═══ Data excerpts ═══

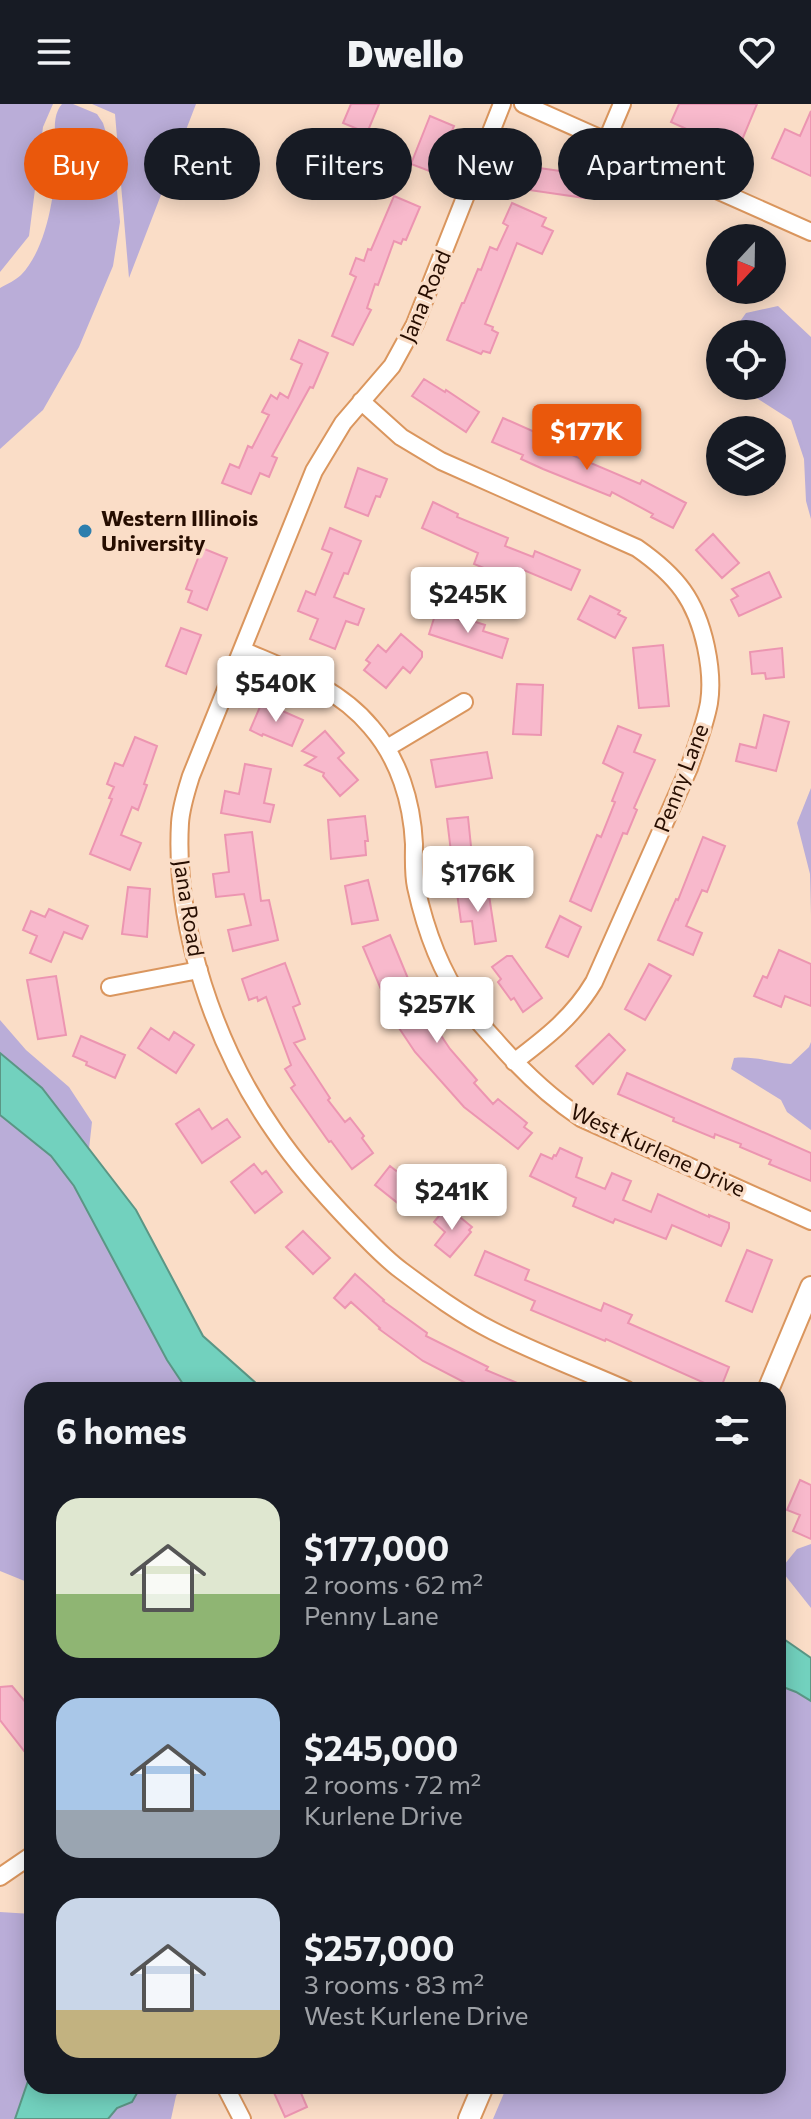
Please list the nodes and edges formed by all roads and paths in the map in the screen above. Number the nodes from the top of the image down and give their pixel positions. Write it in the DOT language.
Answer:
graph roads {
  1 [pos="502,104"];
  2 [pos="523,104"];
  3 [pos="622,104"];
  4 [pos="575,128"];
  5 [pos="612,128"];
  6 [pos="738,200"];
  7 [pos="811,232"];
  8 [pos="361,401"];
  9 [pos="242,650"];
  10 [pos="464,702"];
  11 [pos="387,748"];
  12 [pos="199,970"];
  13 [pos="110,987"];
  14 [pos="514,1062"];
  15 [pos="811,1221"];
  16 [pos="811,1287"];
  17 [pos="609,1382"];
  18 [pos="771,1382"];
  19 [pos="24,1860"];
  20 [pos="0,1877"];
  21 [pos="229,2094"];
  22 [pos="480,2094"];
  23 [pos="242,2119"];
  24 [pos="469,2119"];
  1 -- 8 [label="street, Jana Road"];
  2 -- 4 [label="street"];
  3 -- 5 [label="street"];
  6 -- 7 [label="street"];
  8 -- 9 [label="street, Jana Road"];
  8 -- 14 [label="street, Penny Lane"];
  9 -- 11 [label="street, West Kurlene Drive"];
  9 -- 12 [label="street, Jana Road"];
  10 -- 11 [label="street"];
  11 -- 14 [label="street, West Kurlene Drive"];
  12 -- 13 [label="street"];
  12 -- 17 [label="street, Jana Road"];
  14 -- 15 [label="street, West Kurlene Drive"];
  16 -- 18 [label="street"];
  19 -- 20 [label="street"];
  21 -- 23 [label="street"];
  22 -- 24 [label="street"];
}
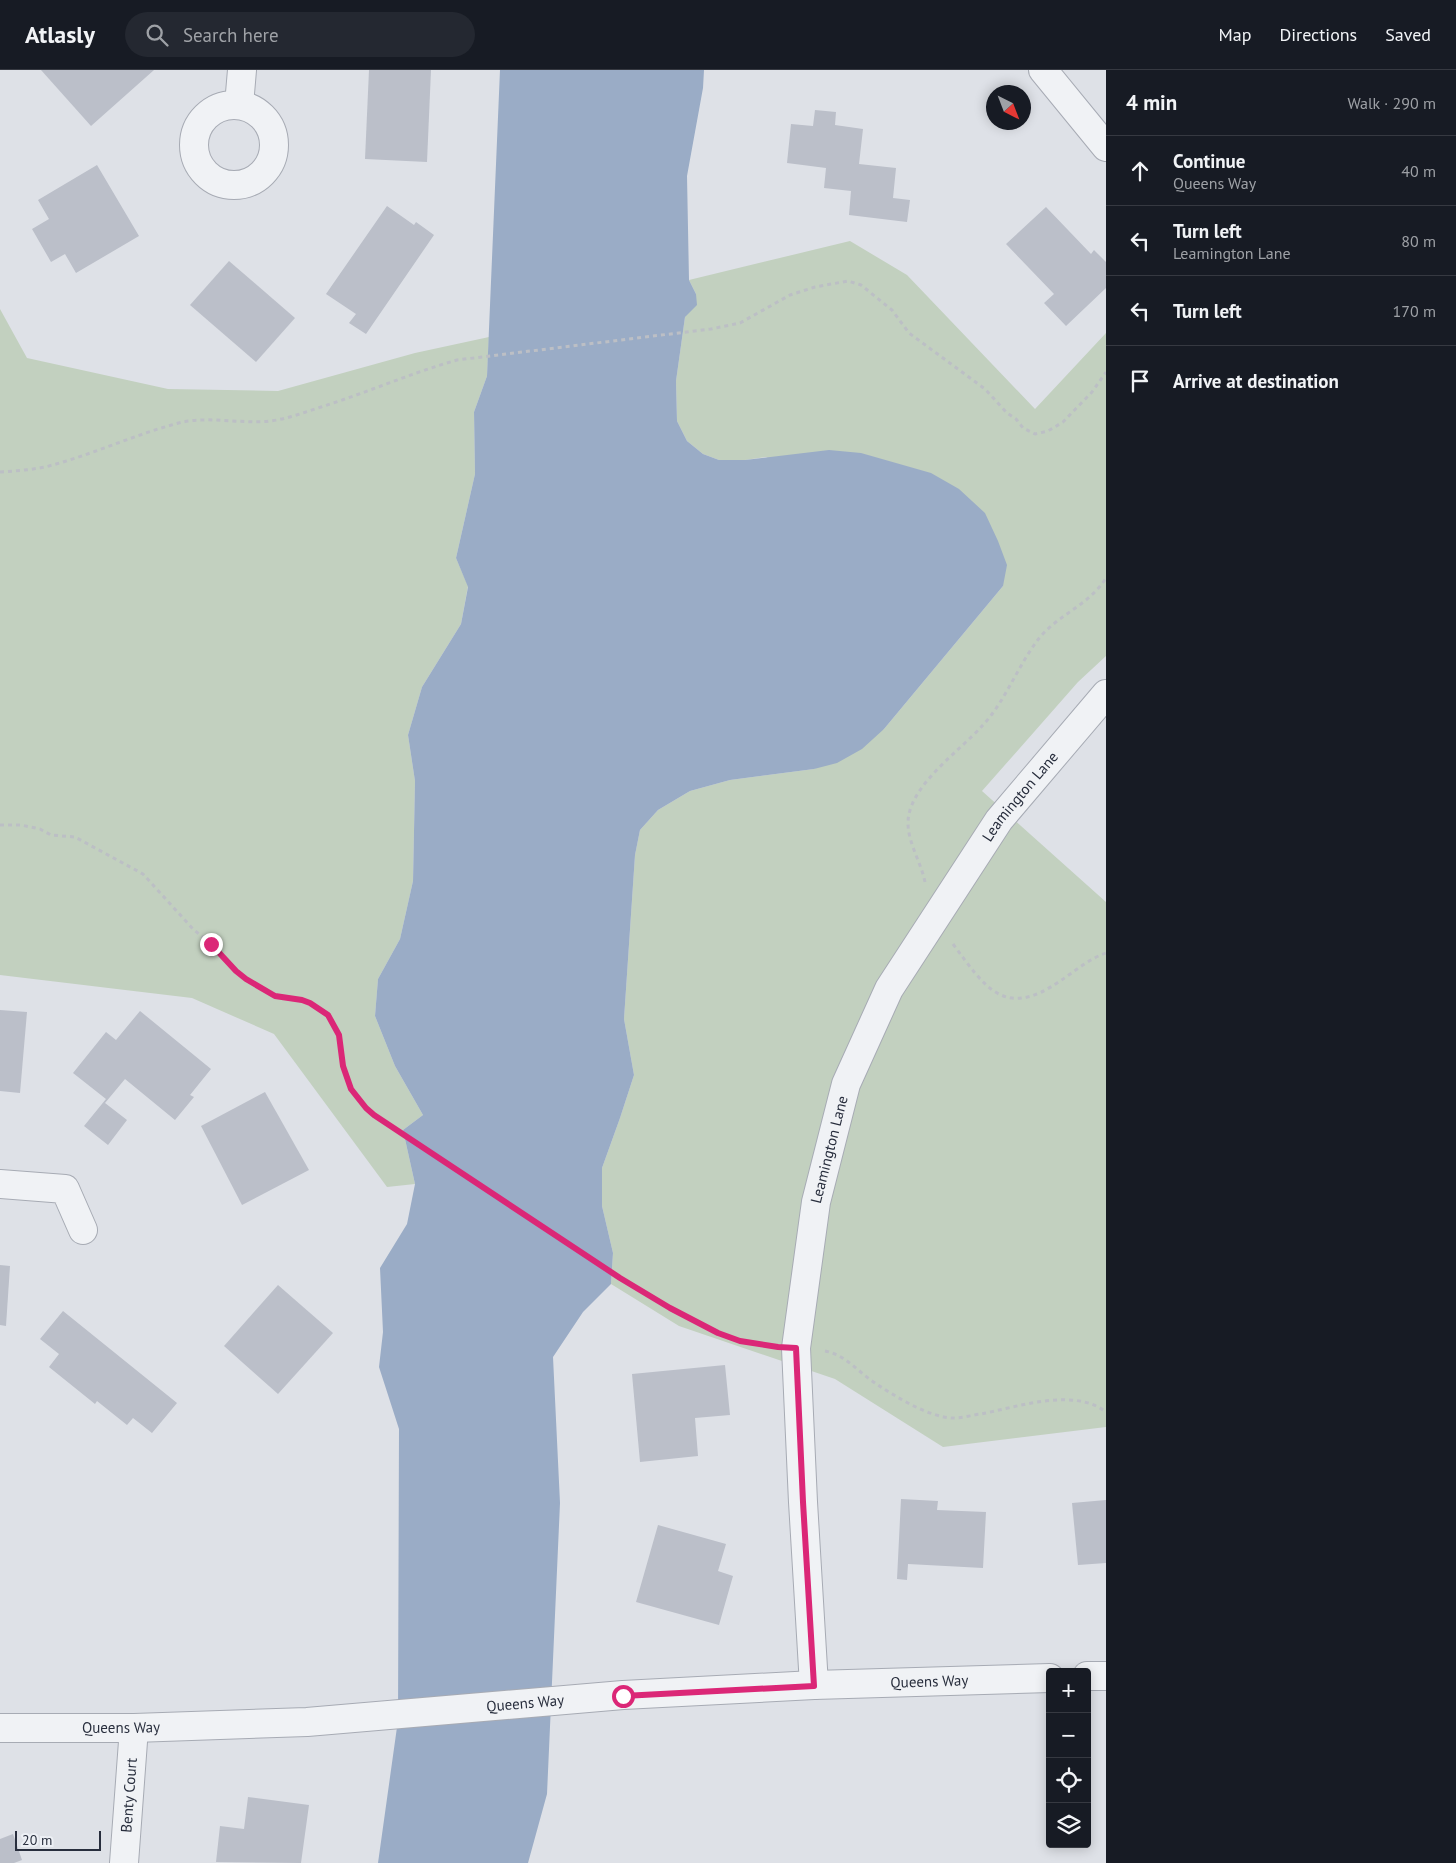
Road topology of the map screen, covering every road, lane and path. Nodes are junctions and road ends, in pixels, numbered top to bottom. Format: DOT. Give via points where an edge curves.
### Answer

═══

What the task asks: Give every entry again as it is, dropping its pictures.

Exercise result:
Please list the nodes and edges formed by all roads and paths in the map in the screen above. Number the nodes from the top of the image down and give their pixel positions. Write it in the DOT language.
Answer:
graph roads {
  1 [pos="502,104"];
  2 [pos="523,104"];
  3 [pos="622,104"];
  4 [pos="575,128"];
  5 [pos="612,128"];
  6 [pos="738,200"];
  7 [pos="811,232"];
  8 [pos="361,401"];
  9 [pos="242,650"];
  10 [pos="464,702"];
  11 [pos="387,748"];
  12 [pos="199,970"];
  13 [pos="110,987"];
  14 [pos="514,1062"];
  15 [pos="811,1221"];
  16 [pos="811,1287"];
  17 [pos="609,1382"];
  18 [pos="771,1382"];
  19 [pos="24,1860"];
  20 [pos="0,1877"];
  21 [pos="229,2094"];
  22 [pos="480,2094"];
  23 [pos="242,2119"];
  24 [pos="469,2119"];
  1 -- 8 [label="street, Jana Road"];
  2 -- 4 [label="street"];
  3 -- 5 [label="street"];
  6 -- 7 [label="street"];
  8 -- 9 [label="street, Jana Road"];
  8 -- 14 [label="street, Penny Lane"];
  9 -- 11 [label="street, West Kurlene Drive"];
  9 -- 12 [label="street, Jana Road"];
  10 -- 11 [label="street"];
  11 -- 14 [label="street, West Kurlene Drive"];
  12 -- 13 [label="street"];
  12 -- 17 [label="street, Jana Road"];
  14 -- 15 [label="street, West Kurlene Drive"];
  16 -- 18 [label="street"];
  19 -- 20 [label="street"];
  21 -- 23 [label="street"];
  22 -- 24 [label="street"];
}
Road topology of the map screen, covering every road, lane and path. Nodes are junctions and road ends, in pixels, numbered top to bottom. Format: DOT. Give via points where an edge curves.
### Answer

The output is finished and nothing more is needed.